The consumer price index (CPI) for November clocked in at 4.9% — well below the general market consensus.

The consumer price index (CPI) for November clocked in at 4.9% in line with the Monetary Policy Committee (MPC) expectations — well below the general market consensus.

“This deceleration was mainly driven by continued decline in food inflation as well as the phasing out of the impact of the hike in gas tariffs in November 2023,” noted the MPC, adding that the core inflation, at 9.7%, is proving to be sticky, whereas inflation expectations of consumers and businesses remain volatile.

The committee, which met today, also noted that the current account remained in surplus for the third consecutive month in October 2024 which helped increased the forex reserves to around $12 billion.

“Second, global commodity prices remained generally favourable, with positive spillovers on domestic inflation and the import bill. Third, credit to the private sector recorded a noticeable increase, broadly reflecting the impact of ease in financial conditions and banks’ efforts to meet the advances-to-deposit ratio (ADR) thresholds. Lastly, the shortfall in tax revenues from the target has widened,” it added.

The statement said that considering aforementioned developments, the MPC views the real policy rate remains appropriately positive to stabilise inflation within the target range of 5 to 7%.

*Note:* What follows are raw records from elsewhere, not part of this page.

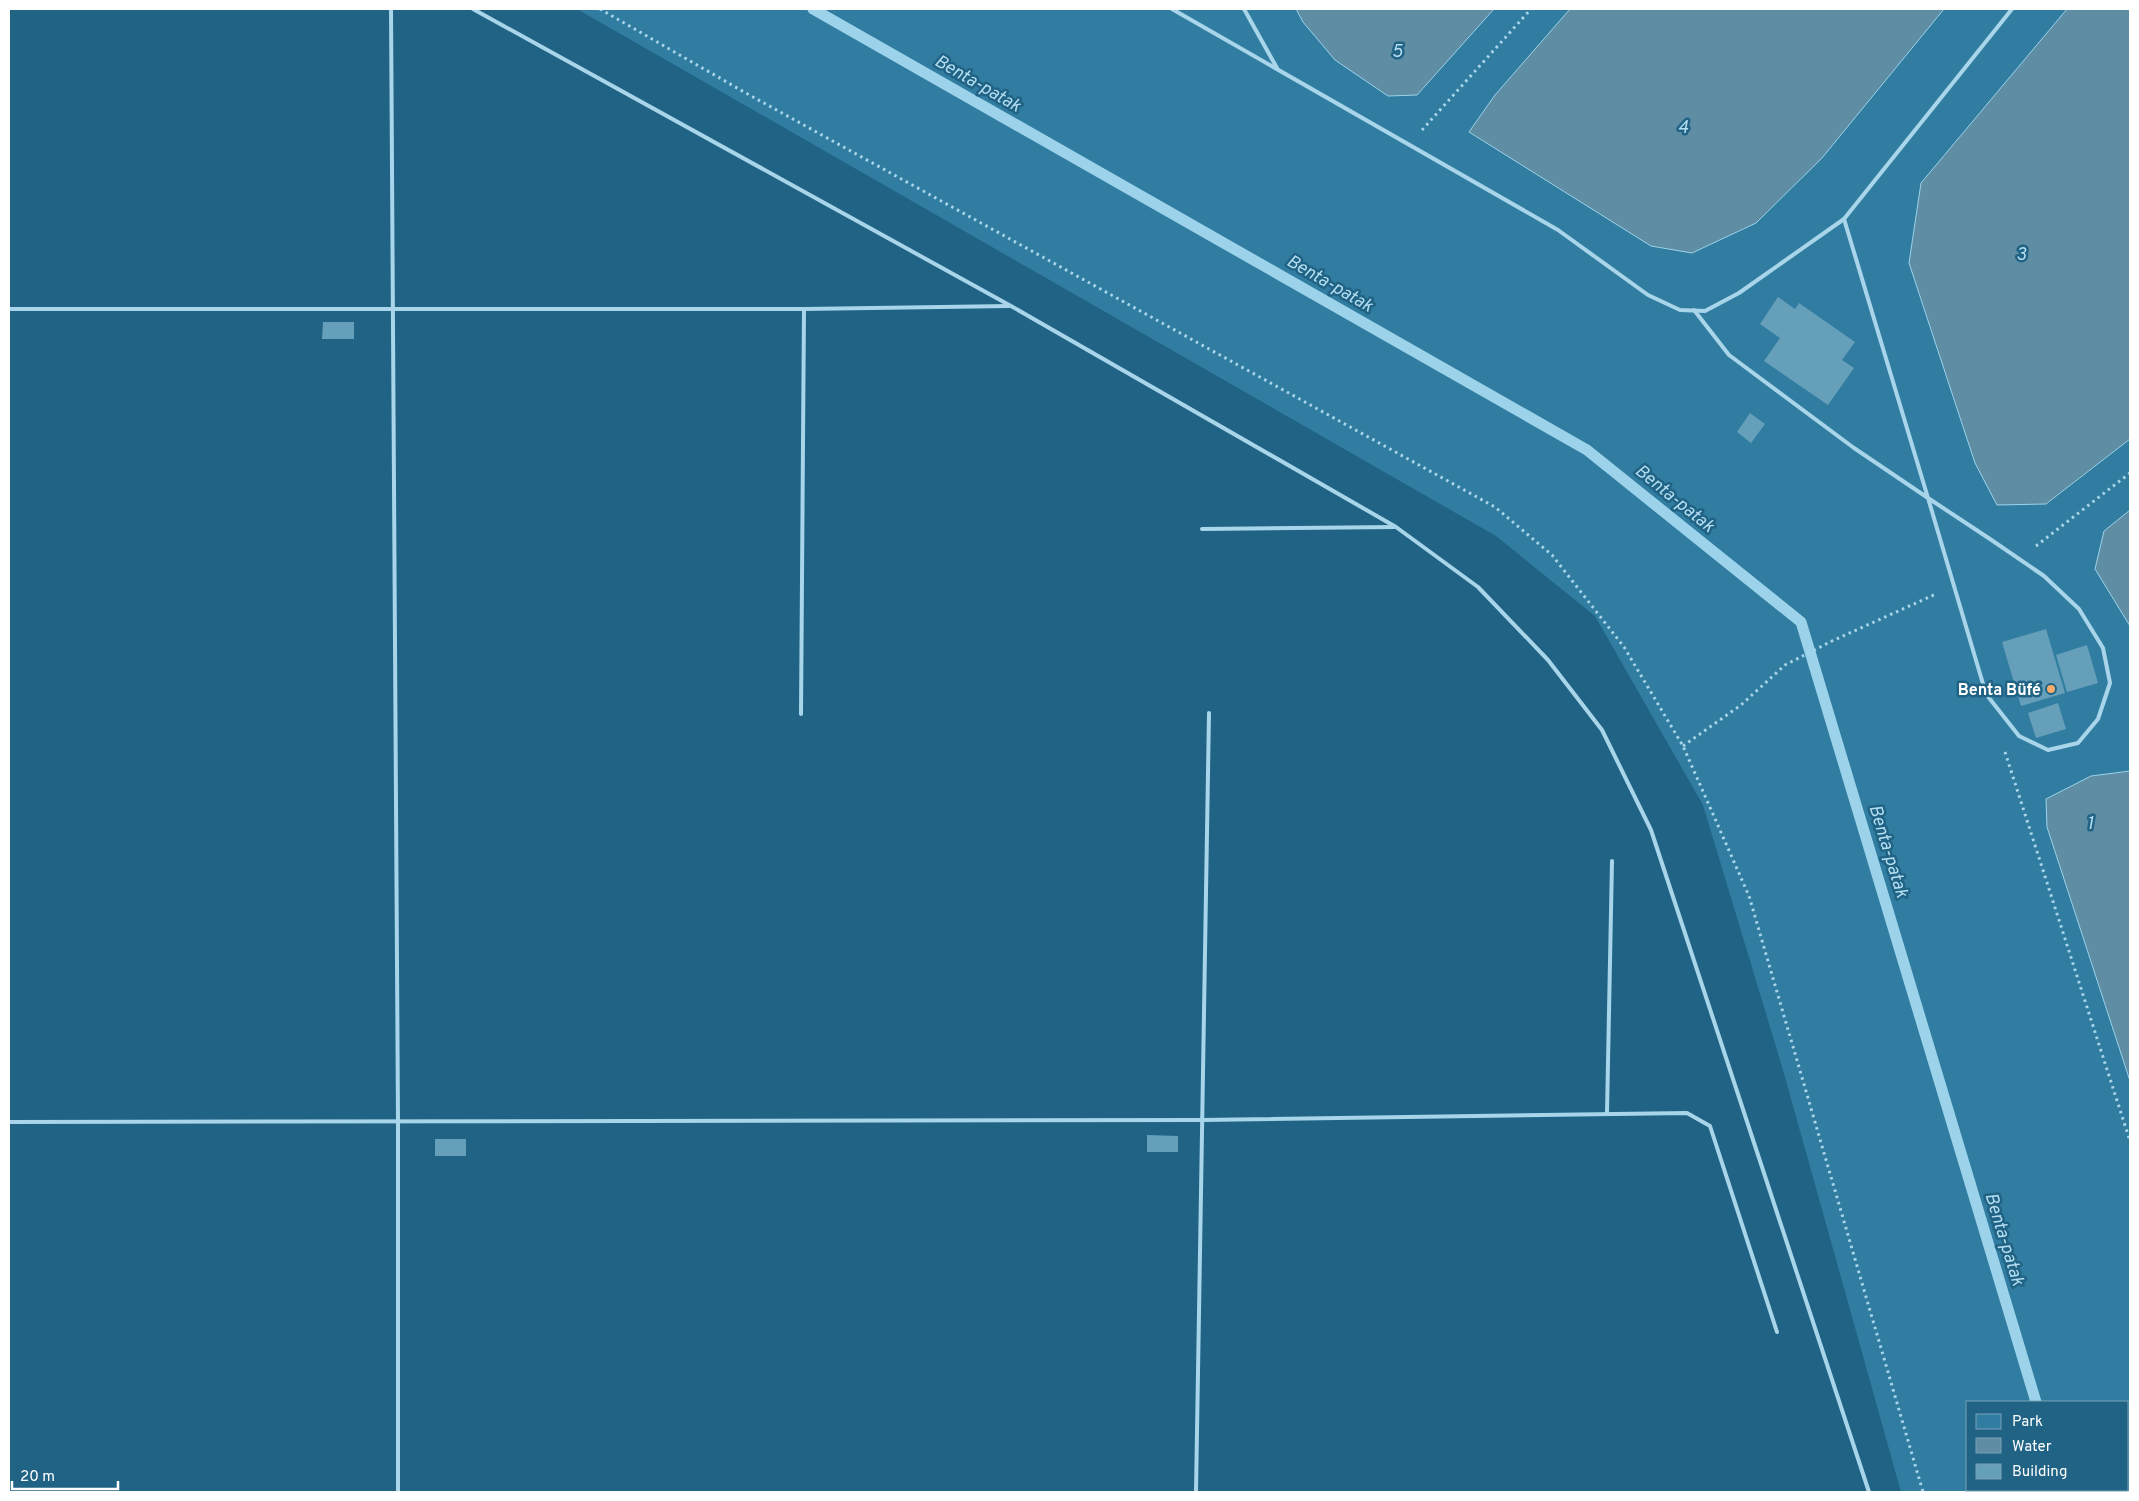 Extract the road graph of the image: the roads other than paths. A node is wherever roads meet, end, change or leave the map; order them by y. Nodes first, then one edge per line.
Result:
1 (391, 9) edge
2 (473, 9) edge
3 (1172, 9) edge
4 (1244, 9) edge
5 (2012, 9) edge
6 (1278, 70) junction
7 (1844, 219) junction
8 (1012, 306) junction
9 (804, 308) junction
10 (9, 309) edge
11 (393, 309) junction
12 (1694, 310) junction
13 (1928, 498) junction
14 (1396, 527) junction
15 (1202, 528) dead end
16 (801, 714) dead end
17 (1209, 714) dead end
18 (1612, 861) dead end
19 (1607, 1112) junction
20 (1202, 1120) junction
21 (398, 1121) junction
22 (9, 1122) edge
23 (1777, 1332) dead end
24 (398, 1492) edge
25 (1196, 1492) edge
26 (1869, 1492) edge

1 - 11 lane
2 - 8 lane
3 - 6 lane
4 - 6 lane
5 - 7 lane
6 - 12 lane
7 - 12 lane
7 - 13 lane
8 - 9 lane
8 - 14 lane
9 - 11 lane
9 - 16 lane
10 - 11 lane
11 - 21 lane
12 - 13 lane
13 - 13 lane
14 - 15 lane
14 - 26 lane
17 - 20 lane
18 - 19 lane
19 - 20 lane
19 - 23 lane
20 - 21 lane
20 - 25 lane
21 - 22 lane
21 - 24 lane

All 12 analysts surveyed by Reuters expected a 200bps cut, after inflation fell sharply, slowing to 4.9% in November, largely due to a high base a year earlier, coming in below the government’s forecast and significantly lower than a multi-decade high of around 40% in May last year.

Monday’s move follows cuts of 150bps in June, 100 in July, 200 in September, and a record cut of 250bps in November, that have taken the rate down from an all-time high of 22%, set in June 2023 and left unchanged for a year.

It takes the total cuts to 900bps since June.